Dumping losers in December is ''normal" investment procedure
''Normal investors harvest losses in December," says Statman. ''The best time to actually get out of a stock has nothing to do with the calendar, but people dump things in December because they wanted to have the most possible time for a turnaround before settling for the tax benefits of the loss."
In Stewart's case, documents showed that in December 2001 she sold all of her stocks with unrealized losses, except her shares in Martha Stewart Omnimedia, the company she founded and from which she resigned as chairman in June 2003. Statman's research showed Stewart's losses on the 22 underwater positions to be $1 million.
Her gain on the controversial ImClone sale was $167,000.
Investors who can't stomach volatility shouldn't concentrate their portfolios
Statman calculated that at the end of June 2000, Stewart's portfolio was worth more than $4.5 million, and that it suffered a loss of nearly 50 percent by the time it was sold. The Nasdaq Composite index lost just a bit more but the Standard & Poor's 500 dropped roughly 21 percent during that time.
''The fact that her portfolio was so concentrated and had so many dot-coms was really surprising," Statman says.
''I would have expected her to have more municipal bonds and to be worrying more about keeping what she had. Maybe the stocks she picked were more fun or maybe she had made a killing there when the market was going strong, but she didn't do much to be diversified."
Normal investors always believe they can spot winners, provided they have time to look
Stewart took some blame for her losses but also laid a lot of it on her broker, Peter Bacanovic. At one point, according to an e-mail entered into testimony, she told Bacanovic: ''The account is a mess. . . . I think it's time for me to give my money to a professional money manager who will take a bit more care about overall market conditions and political and economic problems."

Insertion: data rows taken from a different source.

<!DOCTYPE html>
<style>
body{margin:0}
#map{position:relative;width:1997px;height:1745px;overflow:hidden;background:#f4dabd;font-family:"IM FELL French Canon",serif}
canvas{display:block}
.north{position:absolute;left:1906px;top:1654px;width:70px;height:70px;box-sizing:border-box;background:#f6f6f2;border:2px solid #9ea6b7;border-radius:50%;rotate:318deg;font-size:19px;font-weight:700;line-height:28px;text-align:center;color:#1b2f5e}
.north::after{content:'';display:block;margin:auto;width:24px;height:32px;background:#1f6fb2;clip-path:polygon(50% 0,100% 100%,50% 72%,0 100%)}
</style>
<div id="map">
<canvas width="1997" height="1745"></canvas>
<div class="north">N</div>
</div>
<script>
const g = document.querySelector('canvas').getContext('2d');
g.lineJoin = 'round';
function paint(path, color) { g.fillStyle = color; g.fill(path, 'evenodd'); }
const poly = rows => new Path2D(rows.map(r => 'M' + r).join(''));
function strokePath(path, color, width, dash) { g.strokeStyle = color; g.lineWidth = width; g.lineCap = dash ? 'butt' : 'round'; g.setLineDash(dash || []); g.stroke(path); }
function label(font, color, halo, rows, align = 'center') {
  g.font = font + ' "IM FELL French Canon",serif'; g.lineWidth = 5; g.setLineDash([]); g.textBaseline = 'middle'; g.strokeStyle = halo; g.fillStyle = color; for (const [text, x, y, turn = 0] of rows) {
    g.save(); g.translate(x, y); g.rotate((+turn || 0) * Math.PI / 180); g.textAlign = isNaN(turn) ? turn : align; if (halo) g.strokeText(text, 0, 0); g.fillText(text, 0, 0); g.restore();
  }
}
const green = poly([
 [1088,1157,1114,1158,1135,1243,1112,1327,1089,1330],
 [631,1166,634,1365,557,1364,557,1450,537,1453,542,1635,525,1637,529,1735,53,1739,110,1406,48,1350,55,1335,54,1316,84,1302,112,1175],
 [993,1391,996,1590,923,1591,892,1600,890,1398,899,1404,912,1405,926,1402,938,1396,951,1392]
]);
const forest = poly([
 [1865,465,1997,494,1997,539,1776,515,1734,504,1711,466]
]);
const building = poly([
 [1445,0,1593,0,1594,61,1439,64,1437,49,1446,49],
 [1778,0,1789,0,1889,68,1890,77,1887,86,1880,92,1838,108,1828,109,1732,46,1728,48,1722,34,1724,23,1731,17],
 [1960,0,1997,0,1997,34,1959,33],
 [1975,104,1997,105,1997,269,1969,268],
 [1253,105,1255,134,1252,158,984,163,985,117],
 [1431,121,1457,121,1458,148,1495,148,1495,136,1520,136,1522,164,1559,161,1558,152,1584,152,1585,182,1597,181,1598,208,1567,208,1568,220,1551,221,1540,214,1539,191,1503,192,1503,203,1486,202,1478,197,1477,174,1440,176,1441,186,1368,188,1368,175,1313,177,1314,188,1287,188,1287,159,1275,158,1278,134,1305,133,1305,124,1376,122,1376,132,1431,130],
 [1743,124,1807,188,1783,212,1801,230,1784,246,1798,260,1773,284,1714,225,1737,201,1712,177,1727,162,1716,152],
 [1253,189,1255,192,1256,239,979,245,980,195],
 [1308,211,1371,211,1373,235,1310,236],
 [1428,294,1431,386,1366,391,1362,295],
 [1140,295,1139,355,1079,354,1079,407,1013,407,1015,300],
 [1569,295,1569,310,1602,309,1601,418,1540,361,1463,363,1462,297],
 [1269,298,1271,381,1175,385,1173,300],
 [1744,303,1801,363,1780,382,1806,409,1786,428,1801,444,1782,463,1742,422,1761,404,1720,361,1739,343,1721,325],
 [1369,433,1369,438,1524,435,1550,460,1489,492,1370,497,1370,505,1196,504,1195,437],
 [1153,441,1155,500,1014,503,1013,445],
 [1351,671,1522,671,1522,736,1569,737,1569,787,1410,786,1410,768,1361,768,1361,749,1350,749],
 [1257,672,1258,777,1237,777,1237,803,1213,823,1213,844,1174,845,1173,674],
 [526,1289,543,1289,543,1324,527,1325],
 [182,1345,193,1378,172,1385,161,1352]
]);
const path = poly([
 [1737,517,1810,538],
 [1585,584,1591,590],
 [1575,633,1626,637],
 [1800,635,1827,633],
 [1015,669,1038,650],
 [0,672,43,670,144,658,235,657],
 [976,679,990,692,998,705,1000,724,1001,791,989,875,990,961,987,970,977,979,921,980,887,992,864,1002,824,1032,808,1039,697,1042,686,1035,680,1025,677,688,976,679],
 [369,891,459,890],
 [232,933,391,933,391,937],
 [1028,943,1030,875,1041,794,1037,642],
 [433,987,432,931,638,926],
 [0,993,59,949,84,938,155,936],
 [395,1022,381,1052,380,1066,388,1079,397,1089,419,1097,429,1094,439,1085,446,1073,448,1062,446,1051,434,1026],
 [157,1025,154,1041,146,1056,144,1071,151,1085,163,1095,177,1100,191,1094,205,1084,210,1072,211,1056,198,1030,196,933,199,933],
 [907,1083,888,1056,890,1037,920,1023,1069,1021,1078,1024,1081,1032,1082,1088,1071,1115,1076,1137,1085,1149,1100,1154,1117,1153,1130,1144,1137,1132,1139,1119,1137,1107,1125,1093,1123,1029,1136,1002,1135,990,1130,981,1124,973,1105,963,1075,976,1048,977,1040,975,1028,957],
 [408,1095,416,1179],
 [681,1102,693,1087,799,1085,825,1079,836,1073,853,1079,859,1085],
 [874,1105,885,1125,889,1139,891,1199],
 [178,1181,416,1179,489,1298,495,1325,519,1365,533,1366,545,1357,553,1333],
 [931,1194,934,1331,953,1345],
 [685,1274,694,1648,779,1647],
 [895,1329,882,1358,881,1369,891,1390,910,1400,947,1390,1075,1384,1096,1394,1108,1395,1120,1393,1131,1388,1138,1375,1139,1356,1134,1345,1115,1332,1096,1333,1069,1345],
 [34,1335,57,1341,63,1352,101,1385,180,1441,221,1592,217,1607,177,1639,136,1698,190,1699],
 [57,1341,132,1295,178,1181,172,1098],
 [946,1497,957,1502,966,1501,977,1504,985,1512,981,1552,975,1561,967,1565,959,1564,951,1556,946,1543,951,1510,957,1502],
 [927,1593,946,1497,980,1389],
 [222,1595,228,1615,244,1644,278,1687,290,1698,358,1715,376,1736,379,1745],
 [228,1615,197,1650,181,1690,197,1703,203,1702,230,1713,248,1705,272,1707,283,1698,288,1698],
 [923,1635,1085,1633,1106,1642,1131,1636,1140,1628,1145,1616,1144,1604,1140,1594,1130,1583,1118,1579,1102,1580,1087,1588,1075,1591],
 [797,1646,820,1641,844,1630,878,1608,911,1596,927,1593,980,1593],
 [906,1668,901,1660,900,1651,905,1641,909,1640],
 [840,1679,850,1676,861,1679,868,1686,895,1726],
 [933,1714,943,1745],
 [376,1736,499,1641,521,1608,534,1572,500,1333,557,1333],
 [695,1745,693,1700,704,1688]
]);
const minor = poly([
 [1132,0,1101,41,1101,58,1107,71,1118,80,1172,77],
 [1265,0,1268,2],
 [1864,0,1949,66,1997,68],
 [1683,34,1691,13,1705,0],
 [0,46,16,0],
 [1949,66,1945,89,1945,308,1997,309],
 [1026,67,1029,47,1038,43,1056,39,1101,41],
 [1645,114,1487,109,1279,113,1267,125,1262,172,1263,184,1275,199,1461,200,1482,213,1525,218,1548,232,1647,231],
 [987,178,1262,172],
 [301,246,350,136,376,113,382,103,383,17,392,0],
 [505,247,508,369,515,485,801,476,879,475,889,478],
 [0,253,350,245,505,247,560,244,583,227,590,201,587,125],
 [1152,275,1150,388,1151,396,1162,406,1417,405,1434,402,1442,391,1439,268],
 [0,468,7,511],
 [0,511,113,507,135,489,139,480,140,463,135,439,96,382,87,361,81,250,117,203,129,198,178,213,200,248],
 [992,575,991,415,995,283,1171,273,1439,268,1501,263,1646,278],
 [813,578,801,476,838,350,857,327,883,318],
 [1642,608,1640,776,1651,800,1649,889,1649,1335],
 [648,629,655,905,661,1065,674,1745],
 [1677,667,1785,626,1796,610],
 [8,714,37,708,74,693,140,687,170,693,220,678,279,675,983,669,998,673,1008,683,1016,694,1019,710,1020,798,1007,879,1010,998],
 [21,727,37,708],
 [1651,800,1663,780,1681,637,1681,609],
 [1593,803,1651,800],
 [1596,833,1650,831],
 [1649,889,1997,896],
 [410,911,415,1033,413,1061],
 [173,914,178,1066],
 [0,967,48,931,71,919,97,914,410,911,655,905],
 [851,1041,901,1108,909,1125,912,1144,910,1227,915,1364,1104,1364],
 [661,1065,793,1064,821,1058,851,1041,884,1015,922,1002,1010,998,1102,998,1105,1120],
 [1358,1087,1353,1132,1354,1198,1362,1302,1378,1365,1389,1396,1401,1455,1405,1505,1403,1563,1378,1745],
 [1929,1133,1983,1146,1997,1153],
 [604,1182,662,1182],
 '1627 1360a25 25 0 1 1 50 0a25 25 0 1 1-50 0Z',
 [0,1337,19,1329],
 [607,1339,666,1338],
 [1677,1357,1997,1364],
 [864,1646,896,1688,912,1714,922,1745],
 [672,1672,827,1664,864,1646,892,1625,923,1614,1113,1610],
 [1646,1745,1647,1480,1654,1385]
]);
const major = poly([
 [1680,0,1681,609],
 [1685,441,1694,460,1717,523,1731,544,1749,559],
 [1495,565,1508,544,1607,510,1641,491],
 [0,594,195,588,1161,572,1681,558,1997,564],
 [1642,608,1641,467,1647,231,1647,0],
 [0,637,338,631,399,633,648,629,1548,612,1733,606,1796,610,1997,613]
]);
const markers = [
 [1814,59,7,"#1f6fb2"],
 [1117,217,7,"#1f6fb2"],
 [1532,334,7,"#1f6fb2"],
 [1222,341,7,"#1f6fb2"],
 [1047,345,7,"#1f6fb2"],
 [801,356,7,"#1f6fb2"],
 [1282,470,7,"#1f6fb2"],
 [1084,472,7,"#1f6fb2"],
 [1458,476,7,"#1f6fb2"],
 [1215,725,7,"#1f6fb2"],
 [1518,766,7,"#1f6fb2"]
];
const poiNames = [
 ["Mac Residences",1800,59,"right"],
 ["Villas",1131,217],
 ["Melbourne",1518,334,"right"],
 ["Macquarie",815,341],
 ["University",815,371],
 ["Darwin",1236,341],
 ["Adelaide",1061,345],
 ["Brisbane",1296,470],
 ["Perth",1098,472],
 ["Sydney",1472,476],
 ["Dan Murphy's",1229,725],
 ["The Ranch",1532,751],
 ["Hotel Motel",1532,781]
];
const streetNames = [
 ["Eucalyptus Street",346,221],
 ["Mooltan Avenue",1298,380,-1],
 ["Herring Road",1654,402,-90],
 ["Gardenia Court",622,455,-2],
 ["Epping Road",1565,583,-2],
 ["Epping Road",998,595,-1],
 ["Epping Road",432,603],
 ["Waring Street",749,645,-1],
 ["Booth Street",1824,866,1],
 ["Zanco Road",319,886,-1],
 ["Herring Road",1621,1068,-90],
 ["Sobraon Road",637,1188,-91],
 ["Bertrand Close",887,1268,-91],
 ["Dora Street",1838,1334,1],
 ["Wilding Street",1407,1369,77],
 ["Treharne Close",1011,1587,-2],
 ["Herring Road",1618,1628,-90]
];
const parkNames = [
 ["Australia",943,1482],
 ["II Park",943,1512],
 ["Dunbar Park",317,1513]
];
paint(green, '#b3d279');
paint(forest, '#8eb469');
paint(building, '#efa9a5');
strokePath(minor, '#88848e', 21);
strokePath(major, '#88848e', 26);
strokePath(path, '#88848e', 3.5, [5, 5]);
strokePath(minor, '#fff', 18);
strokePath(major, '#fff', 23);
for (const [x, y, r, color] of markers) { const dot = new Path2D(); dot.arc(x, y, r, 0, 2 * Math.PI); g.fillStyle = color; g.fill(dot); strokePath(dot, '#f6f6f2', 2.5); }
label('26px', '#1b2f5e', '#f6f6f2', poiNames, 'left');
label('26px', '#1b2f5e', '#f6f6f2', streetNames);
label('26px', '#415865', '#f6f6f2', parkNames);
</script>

Bacanovic, of course, was supposed to be acting as a ''professional money manager."
Says Statman: ''One of the elements that makes her behavior normal is that illusion of control that she has. She has a sense that she's got it -- the ability to pick great stocks -- if only she has the time."
Statman noted that the rising stock market of the late 1990s appeared to make Stewart feel smart and bulletproof, while the decline made her feel dumb.

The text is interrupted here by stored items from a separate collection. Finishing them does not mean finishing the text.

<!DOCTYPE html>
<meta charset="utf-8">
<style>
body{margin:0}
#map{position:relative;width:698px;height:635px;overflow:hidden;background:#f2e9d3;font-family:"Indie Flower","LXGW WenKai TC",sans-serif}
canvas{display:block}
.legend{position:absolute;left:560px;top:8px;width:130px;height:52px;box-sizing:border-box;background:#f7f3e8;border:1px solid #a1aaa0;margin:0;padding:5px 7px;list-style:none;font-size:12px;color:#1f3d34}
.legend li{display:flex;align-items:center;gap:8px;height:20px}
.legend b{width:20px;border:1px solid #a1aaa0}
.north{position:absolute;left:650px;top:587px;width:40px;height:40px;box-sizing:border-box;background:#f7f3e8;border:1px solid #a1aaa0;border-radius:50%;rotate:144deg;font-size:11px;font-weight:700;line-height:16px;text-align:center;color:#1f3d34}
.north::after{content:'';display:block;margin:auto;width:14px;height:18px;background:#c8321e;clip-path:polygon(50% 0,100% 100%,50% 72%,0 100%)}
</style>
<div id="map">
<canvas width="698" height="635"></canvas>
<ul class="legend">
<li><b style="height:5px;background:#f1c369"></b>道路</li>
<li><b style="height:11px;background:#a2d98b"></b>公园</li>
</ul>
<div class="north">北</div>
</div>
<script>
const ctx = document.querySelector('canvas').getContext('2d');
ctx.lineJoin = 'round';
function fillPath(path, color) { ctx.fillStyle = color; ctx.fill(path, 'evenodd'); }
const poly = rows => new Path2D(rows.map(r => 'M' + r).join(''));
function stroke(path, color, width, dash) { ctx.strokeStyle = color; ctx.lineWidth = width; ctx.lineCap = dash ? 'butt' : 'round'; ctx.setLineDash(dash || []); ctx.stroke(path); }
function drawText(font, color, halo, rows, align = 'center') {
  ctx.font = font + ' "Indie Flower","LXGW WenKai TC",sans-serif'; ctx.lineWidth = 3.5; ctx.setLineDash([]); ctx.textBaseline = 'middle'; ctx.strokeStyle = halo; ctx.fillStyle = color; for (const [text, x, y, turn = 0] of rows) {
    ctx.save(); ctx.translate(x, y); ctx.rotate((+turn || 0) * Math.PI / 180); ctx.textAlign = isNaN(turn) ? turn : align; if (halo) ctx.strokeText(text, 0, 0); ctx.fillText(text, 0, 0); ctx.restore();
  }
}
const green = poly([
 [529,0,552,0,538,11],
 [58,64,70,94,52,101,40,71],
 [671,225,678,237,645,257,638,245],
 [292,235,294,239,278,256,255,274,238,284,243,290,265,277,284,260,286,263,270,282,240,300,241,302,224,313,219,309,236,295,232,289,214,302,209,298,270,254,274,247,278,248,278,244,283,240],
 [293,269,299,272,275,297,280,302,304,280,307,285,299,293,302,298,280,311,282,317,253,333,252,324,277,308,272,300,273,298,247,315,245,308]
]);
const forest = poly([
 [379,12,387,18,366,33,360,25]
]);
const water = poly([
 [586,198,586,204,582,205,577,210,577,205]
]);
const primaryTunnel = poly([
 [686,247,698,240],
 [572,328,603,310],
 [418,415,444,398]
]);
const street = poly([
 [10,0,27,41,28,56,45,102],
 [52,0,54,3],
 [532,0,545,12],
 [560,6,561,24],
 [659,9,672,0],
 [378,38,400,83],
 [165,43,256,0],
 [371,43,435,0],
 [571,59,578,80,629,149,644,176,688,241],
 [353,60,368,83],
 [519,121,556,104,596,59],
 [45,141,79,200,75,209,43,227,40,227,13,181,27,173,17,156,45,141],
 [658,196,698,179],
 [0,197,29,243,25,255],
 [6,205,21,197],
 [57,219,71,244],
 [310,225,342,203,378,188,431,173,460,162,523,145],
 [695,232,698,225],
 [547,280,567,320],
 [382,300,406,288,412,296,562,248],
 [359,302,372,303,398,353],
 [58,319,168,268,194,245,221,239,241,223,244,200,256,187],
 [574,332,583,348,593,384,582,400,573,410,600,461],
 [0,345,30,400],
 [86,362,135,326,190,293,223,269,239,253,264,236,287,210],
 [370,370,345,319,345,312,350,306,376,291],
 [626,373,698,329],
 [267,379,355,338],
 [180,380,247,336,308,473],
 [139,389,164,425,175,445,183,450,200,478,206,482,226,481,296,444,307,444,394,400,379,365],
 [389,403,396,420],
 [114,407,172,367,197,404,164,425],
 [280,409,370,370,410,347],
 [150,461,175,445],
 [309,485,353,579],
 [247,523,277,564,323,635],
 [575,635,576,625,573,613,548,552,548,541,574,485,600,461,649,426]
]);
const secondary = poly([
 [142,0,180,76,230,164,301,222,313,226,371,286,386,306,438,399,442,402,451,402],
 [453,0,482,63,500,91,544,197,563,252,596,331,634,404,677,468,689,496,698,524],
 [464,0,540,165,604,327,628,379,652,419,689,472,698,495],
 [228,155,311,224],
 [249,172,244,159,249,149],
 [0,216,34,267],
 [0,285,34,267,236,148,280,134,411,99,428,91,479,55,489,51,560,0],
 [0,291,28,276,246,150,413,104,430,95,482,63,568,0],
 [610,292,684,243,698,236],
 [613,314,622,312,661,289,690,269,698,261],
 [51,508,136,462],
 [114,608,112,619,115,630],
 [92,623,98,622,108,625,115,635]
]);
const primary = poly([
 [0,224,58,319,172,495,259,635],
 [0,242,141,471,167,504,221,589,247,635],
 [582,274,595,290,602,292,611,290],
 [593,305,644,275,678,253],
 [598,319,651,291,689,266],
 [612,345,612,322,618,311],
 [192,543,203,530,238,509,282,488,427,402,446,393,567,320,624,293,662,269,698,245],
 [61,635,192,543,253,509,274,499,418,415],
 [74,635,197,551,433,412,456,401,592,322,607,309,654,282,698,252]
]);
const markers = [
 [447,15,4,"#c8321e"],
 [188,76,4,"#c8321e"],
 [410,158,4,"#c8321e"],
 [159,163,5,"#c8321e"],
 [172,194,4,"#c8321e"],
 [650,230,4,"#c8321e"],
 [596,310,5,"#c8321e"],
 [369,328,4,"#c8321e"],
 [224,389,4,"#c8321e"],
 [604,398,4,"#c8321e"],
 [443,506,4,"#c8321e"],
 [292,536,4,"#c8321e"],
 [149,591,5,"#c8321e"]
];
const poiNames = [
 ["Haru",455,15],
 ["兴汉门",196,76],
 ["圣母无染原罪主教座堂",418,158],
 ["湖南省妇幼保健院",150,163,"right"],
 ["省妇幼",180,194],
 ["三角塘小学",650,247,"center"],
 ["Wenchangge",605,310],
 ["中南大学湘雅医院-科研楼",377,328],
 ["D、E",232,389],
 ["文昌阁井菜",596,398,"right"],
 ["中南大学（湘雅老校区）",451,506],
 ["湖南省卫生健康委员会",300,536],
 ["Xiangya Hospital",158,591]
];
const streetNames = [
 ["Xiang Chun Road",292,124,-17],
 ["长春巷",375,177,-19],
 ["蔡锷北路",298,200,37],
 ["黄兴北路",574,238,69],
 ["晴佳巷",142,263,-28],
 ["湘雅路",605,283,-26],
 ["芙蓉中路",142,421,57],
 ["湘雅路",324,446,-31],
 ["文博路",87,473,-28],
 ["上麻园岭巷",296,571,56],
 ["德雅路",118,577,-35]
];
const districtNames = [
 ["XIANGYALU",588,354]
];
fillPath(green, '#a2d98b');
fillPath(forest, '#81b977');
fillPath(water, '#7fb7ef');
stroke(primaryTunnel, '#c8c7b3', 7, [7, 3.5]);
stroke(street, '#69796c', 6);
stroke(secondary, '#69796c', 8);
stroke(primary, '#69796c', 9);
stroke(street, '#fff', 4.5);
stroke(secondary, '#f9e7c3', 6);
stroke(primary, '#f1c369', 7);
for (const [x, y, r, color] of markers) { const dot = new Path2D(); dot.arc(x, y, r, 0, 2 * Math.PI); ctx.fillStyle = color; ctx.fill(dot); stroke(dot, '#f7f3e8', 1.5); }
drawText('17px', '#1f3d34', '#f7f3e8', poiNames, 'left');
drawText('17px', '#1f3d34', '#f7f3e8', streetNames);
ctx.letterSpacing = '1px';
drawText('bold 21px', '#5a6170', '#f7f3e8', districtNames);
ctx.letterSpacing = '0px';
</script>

Those common emotions often drive investors to change financial advisers or their investing habits.
''It's surely normal behavior," he says. ''All of us slow down for a few miles after we get a ticket."
Of course, Stewart has gotten a lot more than a ticket. Just how her sentencing will play out remains a guessing game, which is the one regard in which Stewart is not a ''normal investor."
Says Statman: ''If she truly were like everybody else -- the guy with $50,000 or even $500,000 invested but without her fame -- this whole thing would have gone away by now."